There are six possible ways to get 7 - one for each outcome of the first die - and two possible ways to get 11 - one each in the event that the first die is 5 or 6 - meaning you have eight total possibilities . There are $$6^2=36$$ possibilities for how the two dice could roll, so you have a $$\frac{8}{36}=\frac{2}{9}$$ chance of rolling either one.

In general, the problem of restricted partitions is quite difficult. I'll frame the problem in a more general setting:

Suppose we have $$n$$ dice, having $$k$$ faces numbered accordingly. How many ways are there to roll some positive integer $$m$$?

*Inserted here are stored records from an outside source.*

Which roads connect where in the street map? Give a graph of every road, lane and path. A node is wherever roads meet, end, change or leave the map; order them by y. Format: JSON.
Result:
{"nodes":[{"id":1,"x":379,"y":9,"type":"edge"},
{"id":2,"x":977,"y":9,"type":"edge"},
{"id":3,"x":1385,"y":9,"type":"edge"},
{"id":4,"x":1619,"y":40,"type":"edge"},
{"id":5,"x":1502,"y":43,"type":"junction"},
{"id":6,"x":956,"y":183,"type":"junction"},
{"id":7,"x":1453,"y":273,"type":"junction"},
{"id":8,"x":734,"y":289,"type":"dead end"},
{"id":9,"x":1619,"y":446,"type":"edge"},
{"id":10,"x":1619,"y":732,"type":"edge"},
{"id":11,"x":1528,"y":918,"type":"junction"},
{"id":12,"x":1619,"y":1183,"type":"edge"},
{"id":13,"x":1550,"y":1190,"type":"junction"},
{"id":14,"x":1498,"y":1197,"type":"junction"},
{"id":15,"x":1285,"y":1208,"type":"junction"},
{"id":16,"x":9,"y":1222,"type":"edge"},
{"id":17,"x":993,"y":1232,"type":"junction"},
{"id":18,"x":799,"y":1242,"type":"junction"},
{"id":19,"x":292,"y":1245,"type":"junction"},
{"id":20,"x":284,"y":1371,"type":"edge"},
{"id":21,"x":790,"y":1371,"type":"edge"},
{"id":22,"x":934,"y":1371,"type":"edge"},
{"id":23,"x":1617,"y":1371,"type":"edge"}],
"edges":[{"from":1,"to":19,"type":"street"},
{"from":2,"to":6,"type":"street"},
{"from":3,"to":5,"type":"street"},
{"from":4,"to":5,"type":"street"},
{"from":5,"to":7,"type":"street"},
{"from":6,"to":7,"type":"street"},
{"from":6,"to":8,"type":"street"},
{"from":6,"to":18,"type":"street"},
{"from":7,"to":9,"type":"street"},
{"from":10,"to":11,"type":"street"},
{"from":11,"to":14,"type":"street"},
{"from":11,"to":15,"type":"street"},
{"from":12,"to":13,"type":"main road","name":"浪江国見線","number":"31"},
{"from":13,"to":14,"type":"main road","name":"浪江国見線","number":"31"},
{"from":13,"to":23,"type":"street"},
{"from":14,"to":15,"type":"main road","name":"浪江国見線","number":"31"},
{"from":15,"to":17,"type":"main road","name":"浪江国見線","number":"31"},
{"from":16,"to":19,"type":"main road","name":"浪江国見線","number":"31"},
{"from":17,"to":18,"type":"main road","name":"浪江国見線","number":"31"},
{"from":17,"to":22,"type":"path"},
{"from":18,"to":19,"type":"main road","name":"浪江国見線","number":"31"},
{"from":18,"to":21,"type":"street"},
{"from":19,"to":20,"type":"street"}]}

This problem can be de-worded as:

How many solutions are there to the equation $$\sum_{i=1}^n x_i=m$$ With the condition that $$x_i\in \mathbb{N}_{\leq k}~\forall i\in\{1,...,k\}.$$

The solution to this problem is not so simple. In small cases, like $$n=2, k=6, m=7$$, this can be easily checked with a table; a so called brute force approach. But for larger values of $$n,k$$ this is simply not feasible. Based on this post I think in general the solution to this problem is the coefficient of $$x^m$$ in the multinomial expansion of $$\left(\sum_{j=1}^k x^j\right)^n=x^n\left(\frac{1-x^k}{1-x}\right)^n$$ In fact, let us define the multinomial coefficient: $$\mathrm{C}(n,(r_1,...,r_k))=\frac{n!}{\prod_{j=1}^k r_j!}$$ And state that $$\left(\sum_{j=1}^k x_j\right)^n=\sum_{(r_1,...,r_k)\in S}\mathrm{C}(n,(r_1,...,r_k))\prod_{t=1}^k {x_t}^{r_t}$$ Where $$S$$ is the set of solutions to the equation $$\sum_{j=1}^k r_j=n$$ With the restriction that $$r_j\in \mathbb{N}~\forall j\in\{1,...,k\}.$$ However, herein lies the problem: In order to compute the number of ways to roll $$m$$ with $$n$$ $$k$$ sided die, which is a problem of computing restricted partitions of the number $$m$$, we need to find the coefficient of $$x^m$$ in a multinomial expansion. But, in order to compute this multinomial expansion, we need to compute restricted partitions of $$n$$. As you can see the problem is a bit circular. But, $$n$$ is usually smaller than $$m$$, so it might speed up the computation process a little. But at the end of the day some amount of brute-force grunt work will be required.